Tattoos are pure speech, Ariz. appeals court rules
Tattooing businesses are engaged in forms of free expression, an Arizona appeals court has ruled in reinstating the civil rights claim of a couple that was denied a permit to open such a business in the city of Mesa.
Ryan and Teresa Coleman applied for a permit to operate a tattoo parlor at a strip shopping center in July 2008. In February 2009, the Mesa City Council voted 3-2 to deny the license, finding that a tattoo parlor was not “appropriate” for the neighborhood. Several council members said such a business might lower property values and increase crime.
In March 2010, the Colemans sued in state court, raising a variety of constitutional claims. One was that the permit denial violated their free-expression rights under the First Amendment of the U.S. Constitution and a free-speech provision of the Arizona Constitution. The city filed a motion to dismiss, arguing that the denial was simply a rational exercise of its zoning powers.

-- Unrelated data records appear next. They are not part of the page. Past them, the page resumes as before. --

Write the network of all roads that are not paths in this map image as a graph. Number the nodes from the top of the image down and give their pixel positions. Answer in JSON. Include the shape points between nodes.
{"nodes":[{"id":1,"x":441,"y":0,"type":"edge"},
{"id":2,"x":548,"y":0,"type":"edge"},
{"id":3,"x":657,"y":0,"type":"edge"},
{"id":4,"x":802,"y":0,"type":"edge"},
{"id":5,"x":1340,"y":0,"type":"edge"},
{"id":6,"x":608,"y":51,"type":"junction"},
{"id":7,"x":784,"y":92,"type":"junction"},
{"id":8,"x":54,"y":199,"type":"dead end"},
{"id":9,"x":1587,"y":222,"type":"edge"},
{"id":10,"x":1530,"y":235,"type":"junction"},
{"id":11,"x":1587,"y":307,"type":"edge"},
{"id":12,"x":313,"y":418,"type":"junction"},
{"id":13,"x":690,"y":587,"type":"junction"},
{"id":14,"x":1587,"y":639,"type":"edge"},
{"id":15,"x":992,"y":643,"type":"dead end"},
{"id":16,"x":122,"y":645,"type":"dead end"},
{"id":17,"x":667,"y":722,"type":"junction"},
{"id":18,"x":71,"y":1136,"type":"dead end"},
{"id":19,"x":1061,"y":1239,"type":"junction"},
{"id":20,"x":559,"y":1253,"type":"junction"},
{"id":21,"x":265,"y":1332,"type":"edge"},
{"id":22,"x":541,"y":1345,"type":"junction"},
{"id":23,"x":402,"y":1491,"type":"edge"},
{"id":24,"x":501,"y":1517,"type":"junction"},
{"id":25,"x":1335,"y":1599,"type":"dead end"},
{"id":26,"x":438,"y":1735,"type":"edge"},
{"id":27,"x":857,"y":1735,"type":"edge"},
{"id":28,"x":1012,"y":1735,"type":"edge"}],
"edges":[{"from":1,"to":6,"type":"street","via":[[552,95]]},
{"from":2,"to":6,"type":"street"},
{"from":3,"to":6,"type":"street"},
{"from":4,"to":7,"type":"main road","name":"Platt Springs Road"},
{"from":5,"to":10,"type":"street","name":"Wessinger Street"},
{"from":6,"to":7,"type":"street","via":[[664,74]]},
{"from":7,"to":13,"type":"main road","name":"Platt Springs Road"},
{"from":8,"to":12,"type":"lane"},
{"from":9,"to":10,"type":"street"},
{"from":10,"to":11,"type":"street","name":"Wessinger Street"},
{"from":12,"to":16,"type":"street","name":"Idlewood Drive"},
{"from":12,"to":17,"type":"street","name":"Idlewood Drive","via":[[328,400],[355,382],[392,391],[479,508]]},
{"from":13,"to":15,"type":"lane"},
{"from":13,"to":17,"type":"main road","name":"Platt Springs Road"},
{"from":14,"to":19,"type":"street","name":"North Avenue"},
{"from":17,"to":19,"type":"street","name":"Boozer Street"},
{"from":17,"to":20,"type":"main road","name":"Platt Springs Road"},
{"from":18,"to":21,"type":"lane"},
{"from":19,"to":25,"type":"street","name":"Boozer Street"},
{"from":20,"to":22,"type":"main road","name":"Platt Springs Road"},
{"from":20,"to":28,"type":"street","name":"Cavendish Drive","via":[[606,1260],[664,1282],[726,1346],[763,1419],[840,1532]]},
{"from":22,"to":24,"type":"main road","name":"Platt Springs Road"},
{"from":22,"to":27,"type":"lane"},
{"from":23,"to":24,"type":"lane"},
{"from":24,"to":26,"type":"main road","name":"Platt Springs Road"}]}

An Arizona trial court granted the city’s motion, finding that the council’s decision “was a reasonable and rational decision based upon community concerns.” The lower court assumed that tattooing was a form of free expression but applied a very low standard for the city to meet in restricting parlors.
On appeal, the Arizona Court of Appeals reversed the lower court, reinstating the free-speech claims in its Nov. 3 decision in Coleman v. City of Mesa.
The appeals court acknowledged that some courts had found that “the process of tattooing is conduct without an expressive component and therefore is not entitled to protection under the First Amendment.” But the court ruled that tattoos constituted “pure speech” and were “entitled to full protection under the First Amendment.”
“The sole purpose of a tattoo is to communicate thoughts, emotions, or ideas as rendered by the tattoo artist,” the opinion said.
Because tattoos are pure speech, the court said, the business tattooing “also constitutes pure speech.” It sent the case back to the trial court to evaluate the Colemans’ free-speech claims.
The lower court now will have to determine whether Mesa imposed a reasonable time, place and manner restriction in denying the permit, or whether it infringed upon First Amendment freedoms and did not act in a narrowly tailored way.
Whatever the ultimate outcome of the lawsuit, the Arizona appeals court’s decision is significant in establishing that tattooing is a form of expression that deserves First Amendment protection.